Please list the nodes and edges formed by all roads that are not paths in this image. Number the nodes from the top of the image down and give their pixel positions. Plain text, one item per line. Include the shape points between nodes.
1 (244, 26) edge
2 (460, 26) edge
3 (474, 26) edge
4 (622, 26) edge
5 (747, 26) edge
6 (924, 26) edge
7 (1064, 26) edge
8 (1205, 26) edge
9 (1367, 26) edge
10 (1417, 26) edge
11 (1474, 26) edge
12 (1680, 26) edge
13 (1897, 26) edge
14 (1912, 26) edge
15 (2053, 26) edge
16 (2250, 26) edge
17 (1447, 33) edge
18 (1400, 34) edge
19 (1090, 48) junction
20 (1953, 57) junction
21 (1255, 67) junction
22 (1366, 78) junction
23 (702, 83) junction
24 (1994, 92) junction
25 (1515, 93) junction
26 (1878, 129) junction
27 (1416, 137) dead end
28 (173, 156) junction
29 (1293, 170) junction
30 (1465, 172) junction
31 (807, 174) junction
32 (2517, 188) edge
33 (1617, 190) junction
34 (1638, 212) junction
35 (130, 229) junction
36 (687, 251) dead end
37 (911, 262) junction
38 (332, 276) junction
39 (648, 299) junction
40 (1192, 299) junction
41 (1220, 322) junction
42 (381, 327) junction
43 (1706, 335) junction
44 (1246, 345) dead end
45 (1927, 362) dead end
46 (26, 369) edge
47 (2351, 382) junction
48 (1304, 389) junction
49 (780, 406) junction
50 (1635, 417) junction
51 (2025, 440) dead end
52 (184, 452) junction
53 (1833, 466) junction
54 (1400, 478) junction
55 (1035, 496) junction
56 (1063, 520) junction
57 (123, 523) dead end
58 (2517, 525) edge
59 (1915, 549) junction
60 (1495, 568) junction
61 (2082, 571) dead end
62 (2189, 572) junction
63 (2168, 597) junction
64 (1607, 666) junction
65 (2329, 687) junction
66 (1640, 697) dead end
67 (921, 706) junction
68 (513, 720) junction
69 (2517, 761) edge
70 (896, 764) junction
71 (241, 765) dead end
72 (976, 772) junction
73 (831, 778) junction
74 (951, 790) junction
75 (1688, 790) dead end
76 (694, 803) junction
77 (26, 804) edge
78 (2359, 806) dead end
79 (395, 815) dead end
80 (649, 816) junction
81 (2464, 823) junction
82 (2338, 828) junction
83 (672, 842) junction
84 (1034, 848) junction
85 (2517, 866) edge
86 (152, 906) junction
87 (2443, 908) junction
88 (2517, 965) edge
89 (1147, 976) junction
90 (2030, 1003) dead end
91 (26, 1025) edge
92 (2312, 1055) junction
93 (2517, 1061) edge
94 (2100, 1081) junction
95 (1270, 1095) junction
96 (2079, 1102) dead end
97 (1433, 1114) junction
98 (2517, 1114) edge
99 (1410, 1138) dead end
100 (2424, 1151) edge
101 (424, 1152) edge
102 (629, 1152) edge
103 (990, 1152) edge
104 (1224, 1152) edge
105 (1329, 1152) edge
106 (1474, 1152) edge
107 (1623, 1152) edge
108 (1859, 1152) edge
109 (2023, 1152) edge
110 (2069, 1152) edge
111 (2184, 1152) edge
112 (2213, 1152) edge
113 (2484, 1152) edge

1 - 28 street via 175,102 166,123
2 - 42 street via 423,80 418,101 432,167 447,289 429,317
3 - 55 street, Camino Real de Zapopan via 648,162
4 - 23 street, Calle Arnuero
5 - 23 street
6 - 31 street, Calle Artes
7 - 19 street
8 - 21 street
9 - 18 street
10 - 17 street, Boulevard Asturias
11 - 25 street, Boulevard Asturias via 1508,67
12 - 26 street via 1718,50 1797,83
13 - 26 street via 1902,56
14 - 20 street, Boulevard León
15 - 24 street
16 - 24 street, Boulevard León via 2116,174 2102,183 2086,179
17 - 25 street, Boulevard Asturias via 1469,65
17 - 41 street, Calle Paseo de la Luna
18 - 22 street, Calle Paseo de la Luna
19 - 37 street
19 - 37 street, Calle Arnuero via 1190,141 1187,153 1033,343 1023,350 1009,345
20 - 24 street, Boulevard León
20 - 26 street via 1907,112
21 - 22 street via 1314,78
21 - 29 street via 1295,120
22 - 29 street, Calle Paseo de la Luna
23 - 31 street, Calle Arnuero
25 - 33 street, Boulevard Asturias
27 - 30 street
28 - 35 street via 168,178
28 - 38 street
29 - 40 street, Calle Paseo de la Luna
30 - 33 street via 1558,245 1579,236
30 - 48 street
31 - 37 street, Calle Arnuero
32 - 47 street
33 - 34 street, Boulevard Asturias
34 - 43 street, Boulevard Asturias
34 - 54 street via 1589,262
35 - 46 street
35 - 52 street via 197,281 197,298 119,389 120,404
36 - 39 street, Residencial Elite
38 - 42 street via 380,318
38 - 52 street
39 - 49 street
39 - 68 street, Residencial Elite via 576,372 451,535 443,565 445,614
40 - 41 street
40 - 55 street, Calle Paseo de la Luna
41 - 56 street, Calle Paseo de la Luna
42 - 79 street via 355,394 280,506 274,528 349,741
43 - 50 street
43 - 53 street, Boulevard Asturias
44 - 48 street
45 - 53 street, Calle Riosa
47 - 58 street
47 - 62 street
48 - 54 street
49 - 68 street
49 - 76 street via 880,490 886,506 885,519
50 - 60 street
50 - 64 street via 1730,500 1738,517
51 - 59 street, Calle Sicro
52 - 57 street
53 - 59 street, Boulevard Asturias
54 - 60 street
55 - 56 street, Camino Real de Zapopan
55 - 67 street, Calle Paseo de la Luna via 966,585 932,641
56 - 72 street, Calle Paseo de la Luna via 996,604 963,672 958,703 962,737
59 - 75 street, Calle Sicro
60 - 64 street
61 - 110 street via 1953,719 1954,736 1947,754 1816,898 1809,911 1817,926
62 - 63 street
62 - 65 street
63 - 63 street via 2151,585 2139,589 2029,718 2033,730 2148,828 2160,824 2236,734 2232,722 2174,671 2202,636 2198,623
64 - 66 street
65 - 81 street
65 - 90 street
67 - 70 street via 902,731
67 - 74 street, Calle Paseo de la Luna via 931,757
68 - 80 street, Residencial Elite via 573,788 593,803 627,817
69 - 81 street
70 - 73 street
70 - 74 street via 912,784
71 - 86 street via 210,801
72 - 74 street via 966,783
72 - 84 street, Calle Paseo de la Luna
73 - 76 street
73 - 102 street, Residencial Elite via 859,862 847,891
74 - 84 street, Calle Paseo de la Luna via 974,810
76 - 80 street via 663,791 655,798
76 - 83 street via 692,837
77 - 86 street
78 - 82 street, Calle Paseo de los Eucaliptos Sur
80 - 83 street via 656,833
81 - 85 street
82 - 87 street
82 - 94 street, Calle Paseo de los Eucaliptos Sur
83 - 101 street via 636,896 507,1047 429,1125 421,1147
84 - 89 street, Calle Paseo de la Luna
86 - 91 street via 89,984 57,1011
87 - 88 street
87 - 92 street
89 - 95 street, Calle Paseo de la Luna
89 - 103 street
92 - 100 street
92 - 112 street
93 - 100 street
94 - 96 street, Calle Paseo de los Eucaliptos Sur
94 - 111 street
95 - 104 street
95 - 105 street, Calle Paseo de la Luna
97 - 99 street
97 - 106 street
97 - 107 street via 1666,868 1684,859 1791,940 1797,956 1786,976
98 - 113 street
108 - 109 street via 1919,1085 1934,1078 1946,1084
* * * * * * *
Look above for every line with the word "Residencial" and copy it.

◆ Answer to the problem ◆
36 - 39 street, Residencial Elite
39 - 68 street, Residencial Elite via 576,372 451,535 443,565 445,614
68 - 80 street, Residencial Elite via 573,788 593,803 627,817
73 - 102 street, Residencial Elite via 859,862 847,891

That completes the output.